Con Zaplana el PP valenciano vivió sin duda sus mejores momentos desde el punto de vista electoral y de su proyección al exterior. El expresidente acuñó aquella expresión del poder valenciano en Madrid y suyas fueron campañas que buscaban aumentar la autoestima de la Comunitat. «Lo mejor está por venir», solía decir. Pero Zaplana siempre quiso volar alto y su paso por la Generalitat fue el trampolín para dar el salto a Madrid como ministro de José María Aznar.
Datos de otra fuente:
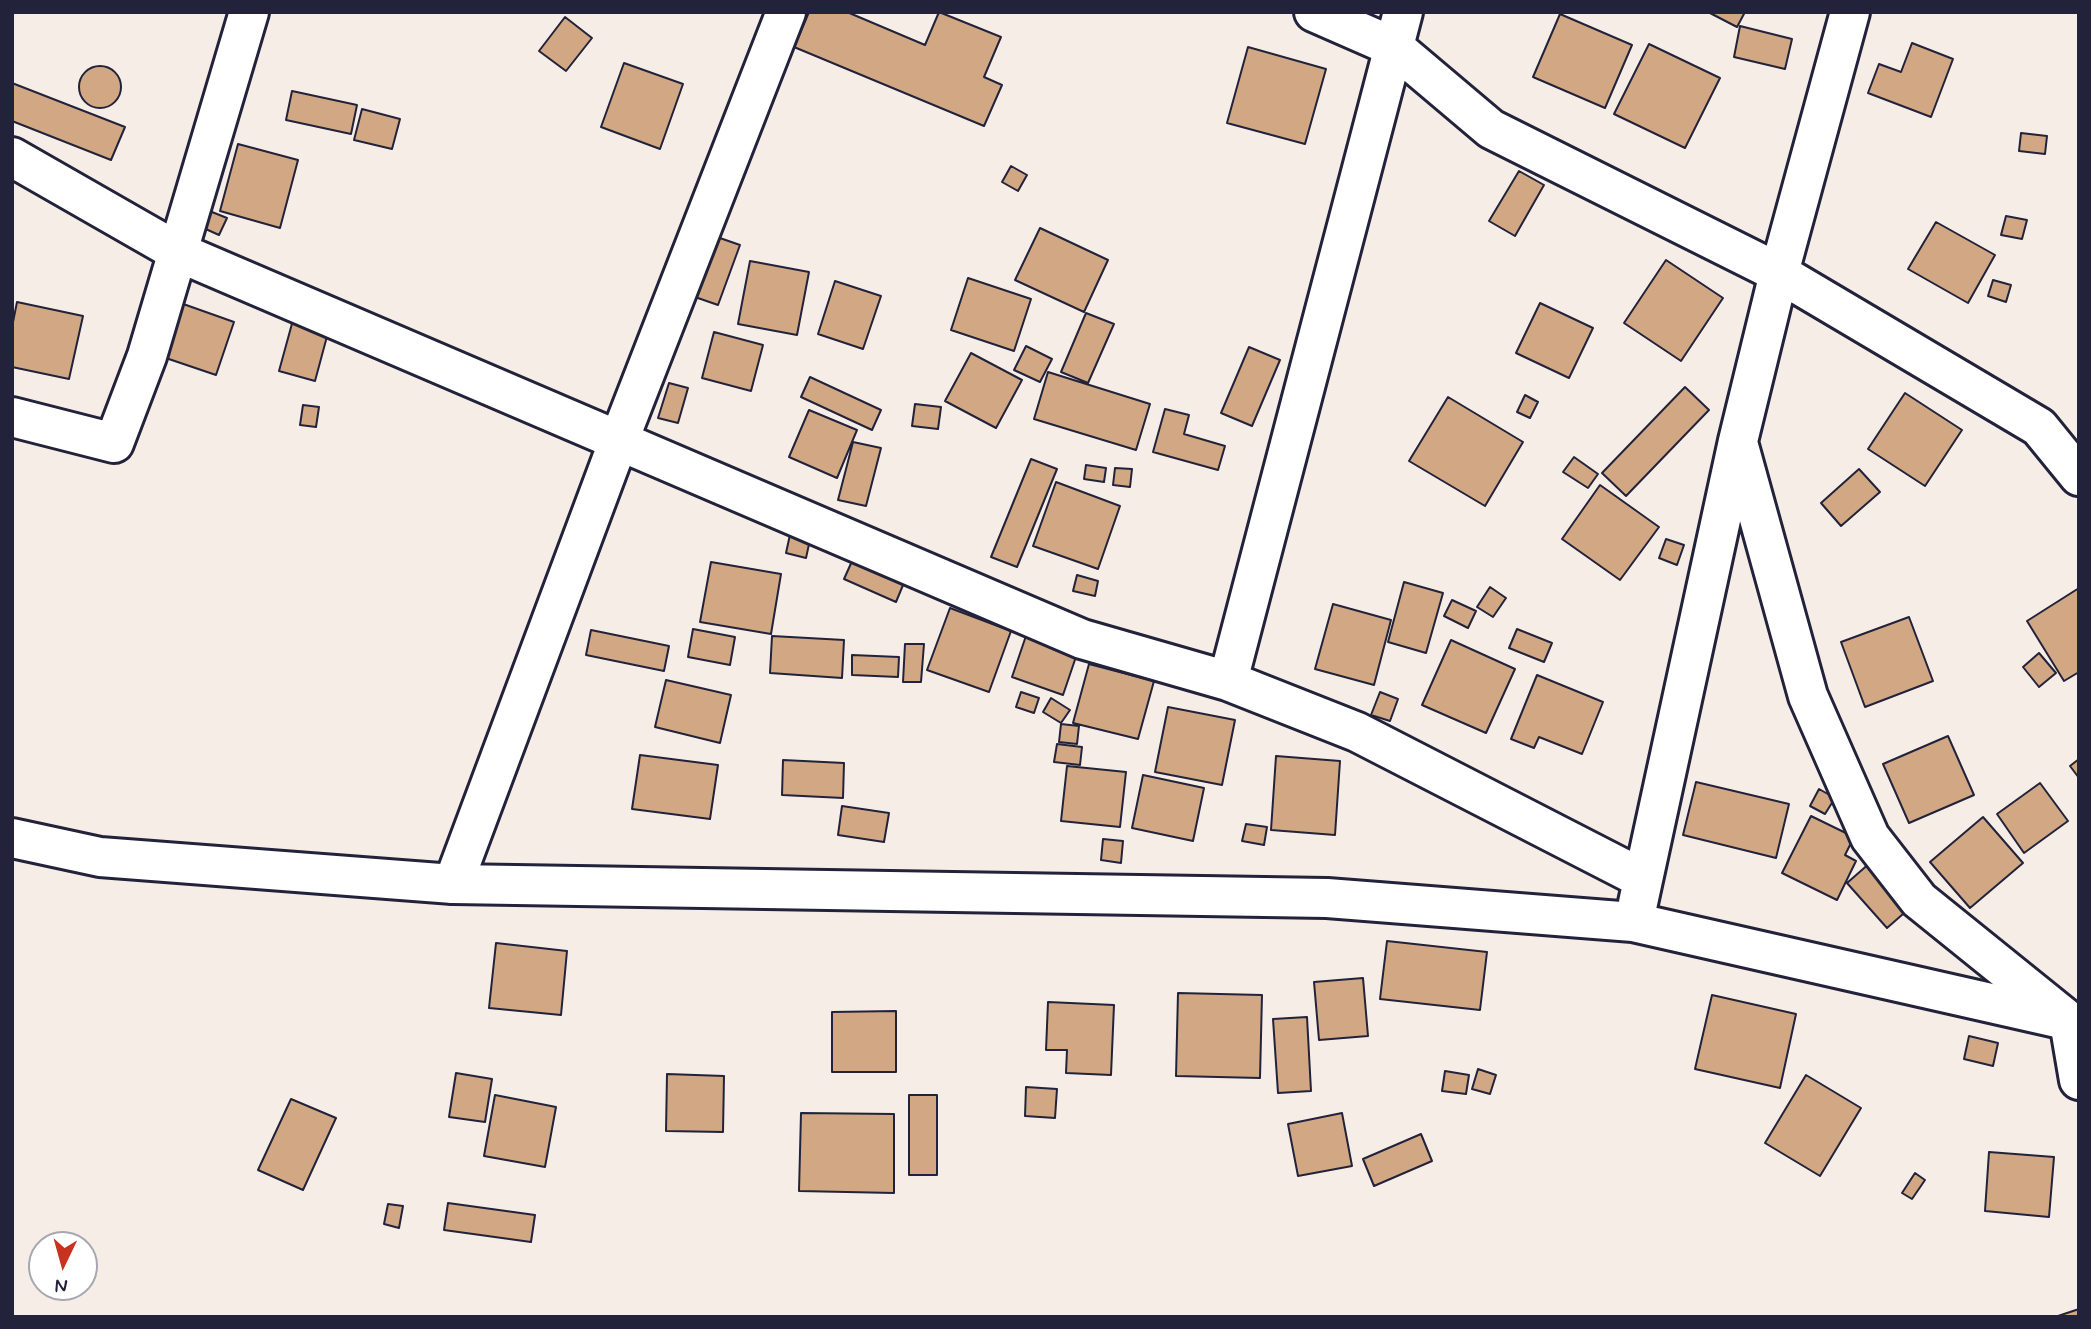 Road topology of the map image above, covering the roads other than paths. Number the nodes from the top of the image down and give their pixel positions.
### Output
1 (249, 12) edge
2 (786, 12) edge
3 (1314, 12) edge
4 (1850, 12) edge
5 (1399, 30) edge
6 (12, 157) edge
7 (178, 252) junction
8 (1779, 273) junction
9 (12, 417) edge
10 (619, 440) junction
11 (1738, 441) junction
12 (2079, 476) edge
13 (1228, 681) junction
14 (12, 838) edge
15 (1643, 879) junction
16 (453, 884) junction
17 (1633, 922) junction
18 (2076, 1018) edge
19 (2079, 1080) edge

1 - 7 street
2 - 10 street
3 - 5 street
4 - 8 street
5 - 8 street
5 - 13 street
6 - 7 street
7 - 9 street
7 - 10 street
8 - 11 street
8 - 12 street
10 - 13 street
10 - 16 street
11 - 15 street
11 - 18 street
13 - 15 street
14 - 16 street
15 - 17 street
16 - 17 street
17 - 18 street
18 - 19 street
Antes de irse, en 2002 como ministro de Trabajo, entregó las llaves del Palau a Francisco Camps, a quien eligió, según cuentan quienes supieron de aquella decisión, por ser, de los suyos, el conseller más leal y solícito.

Sin embargo, ni su legado ni sus fieles quedaron a salvo con el sucesor designado. Camps llegó al Palau, cambió su número de teléfono y empezó un proceso de distanciamiento con su mentor que acabó en una de las batallas internas más duras que se recuerdan en un partido. La suerte política de Zaplana en Madrid siguió a la de Aznar y su decisión de apoyar la guerra contra Irak. Tras los atentados del 11S (Zaplana ejerció como portavoz) y la pérdida de las elecciones en 2011, Zaplana se retiró a los cuarteles de Telefónica.

Durante mucho tiempo, Zaplana no tuvo otro remedio que limitar su presencia en la Comunitat Valenciana, pero siempre que ha podido no ha perdido ocasión de deslizar sus críticas por lo que consideraba la deriva a la que Camps había llevado el partido. La enfermedad que padece desde hace años también le ha mantenido alejado de los escenarios políticos y ha buscado un perfil más discreto.

Con todo y aunque fuera de la primera línea, Zaplana mantenía hilo directo con algunos ministros de Mariano Rajoy y su conocimiento de lo que se cocía en Madrid era elevado. Cuando parecía que su imagen en la Comunitat Valenciana se reconstruía (sobre todo por opisición a los escándalos judiciales de la etapa Camps) el nombre de Zaplana volvió a quedar comprometido por sus tratos con el expresidente de la Comunidad de Madrid Ignacio González dentro de la conocida como operación Lezo. También quedó comprometido con la operación Púnica. Su arresto rompe con la inmunidad que hasta ahora lo había acompañado. Fue el primer molt honorable del PP de la Generalitat y se convierte ahora en el tercero, tras José Luis Olivas y Francisco Camps enredado en presuntos caos de corrupción.